- _PROBLEM REQUIREMENTS_
Give back every entry, copied exactly.

Start of STUDY MATERIAL

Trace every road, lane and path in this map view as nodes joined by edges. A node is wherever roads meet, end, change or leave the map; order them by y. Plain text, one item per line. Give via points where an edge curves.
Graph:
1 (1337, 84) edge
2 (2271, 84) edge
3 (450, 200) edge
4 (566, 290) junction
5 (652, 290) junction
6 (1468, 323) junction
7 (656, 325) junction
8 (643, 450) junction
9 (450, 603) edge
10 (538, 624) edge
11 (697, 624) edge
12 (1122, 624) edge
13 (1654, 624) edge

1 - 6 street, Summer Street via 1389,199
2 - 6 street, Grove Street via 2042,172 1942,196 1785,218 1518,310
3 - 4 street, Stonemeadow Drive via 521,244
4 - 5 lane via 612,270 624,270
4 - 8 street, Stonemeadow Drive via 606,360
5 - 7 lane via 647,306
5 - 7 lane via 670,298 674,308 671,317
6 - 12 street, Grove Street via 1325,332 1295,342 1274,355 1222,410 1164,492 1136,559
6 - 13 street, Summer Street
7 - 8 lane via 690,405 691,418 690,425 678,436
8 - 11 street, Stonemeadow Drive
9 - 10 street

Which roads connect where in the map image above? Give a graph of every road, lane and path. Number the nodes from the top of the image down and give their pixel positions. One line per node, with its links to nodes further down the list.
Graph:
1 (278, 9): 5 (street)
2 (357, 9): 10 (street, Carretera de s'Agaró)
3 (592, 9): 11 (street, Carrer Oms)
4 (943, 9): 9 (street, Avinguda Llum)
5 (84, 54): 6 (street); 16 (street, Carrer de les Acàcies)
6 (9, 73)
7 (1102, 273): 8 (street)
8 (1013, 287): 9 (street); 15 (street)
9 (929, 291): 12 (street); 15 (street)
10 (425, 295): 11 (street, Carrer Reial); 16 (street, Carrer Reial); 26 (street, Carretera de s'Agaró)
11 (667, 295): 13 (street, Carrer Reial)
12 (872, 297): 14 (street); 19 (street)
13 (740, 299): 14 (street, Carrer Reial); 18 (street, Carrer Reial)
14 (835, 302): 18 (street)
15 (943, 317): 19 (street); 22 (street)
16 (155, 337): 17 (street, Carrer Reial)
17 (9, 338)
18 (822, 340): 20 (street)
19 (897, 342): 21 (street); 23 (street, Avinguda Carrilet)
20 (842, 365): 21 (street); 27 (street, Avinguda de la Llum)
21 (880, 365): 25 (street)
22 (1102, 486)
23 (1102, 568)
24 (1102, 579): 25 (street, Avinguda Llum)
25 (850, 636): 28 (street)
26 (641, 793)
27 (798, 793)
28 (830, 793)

End of STUDY MATERIAL

- _EXPECTED OUTPUT_
Trace every road, lane and path in this map view as nodes joined by edges. A node is wherever roads meet, end, change or leave the map; order them by y. Plain text, one item per line. Give via points where an edge curves.
Graph:
1 (1337, 84) edge
2 (2271, 84) edge
3 (450, 200) edge
4 (566, 290) junction
5 (652, 290) junction
6 (1468, 323) junction
7 (656, 325) junction
8 (643, 450) junction
9 (450, 603) edge
10 (538, 624) edge
11 (697, 624) edge
12 (1122, 624) edge
13 (1654, 624) edge

1 - 6 street, Summer Street via 1389,199
2 - 6 street, Grove Street via 2042,172 1942,196 1785,218 1518,310
3 - 4 street, Stonemeadow Drive via 521,244
4 - 5 lane via 612,270 624,270
4 - 8 street, Stonemeadow Drive via 606,360
5 - 7 lane via 647,306
5 - 7 lane via 670,298 674,308 671,317
6 - 12 street, Grove Street via 1325,332 1295,342 1274,355 1222,410 1164,492 1136,559
6 - 13 street, Summer Street
7 - 8 lane via 690,405 691,418 690,425 678,436
8 - 11 street, Stonemeadow Drive
9 - 10 street

Which roads connect where in the map image above? Give a graph of every road, lane and path. Number the nodes from the top of the image down and give their pixel positions. One line per node, with its links to nodes further down the list.
Graph:
1 (278, 9): 5 (street)
2 (357, 9): 10 (street, Carretera de s'Agaró)
3 (592, 9): 11 (street, Carrer Oms)
4 (943, 9): 9 (street, Avinguda Llum)
5 (84, 54): 6 (street); 16 (street, Carrer de les Acàcies)
6 (9, 73)
7 (1102, 273): 8 (street)
8 (1013, 287): 9 (street); 15 (street)
9 (929, 291): 12 (street); 15 (street)
10 (425, 295): 11 (street, Carrer Reial); 16 (street, Carrer Reial); 26 (street, Carretera de s'Agaró)
11 (667, 295): 13 (street, Carrer Reial)
12 (872, 297): 14 (street); 19 (street)
13 (740, 299): 14 (street, Carrer Reial); 18 (street, Carrer Reial)
14 (835, 302): 18 (street)
15 (943, 317): 19 (street); 22 (street)
16 (155, 337): 17 (street, Carrer Reial)
17 (9, 338)
18 (822, 340): 20 (street)
19 (897, 342): 21 (street); 23 (street, Avinguda Carrilet)
20 (842, 365): 21 (street); 27 (street, Avinguda de la Llum)
21 (880, 365): 25 (street)
22 (1102, 486)
23 (1102, 568)
24 (1102, 579): 25 (street, Avinguda Llum)
25 (850, 636): 28 (street)
26 (641, 793)
27 (798, 793)
28 (830, 793)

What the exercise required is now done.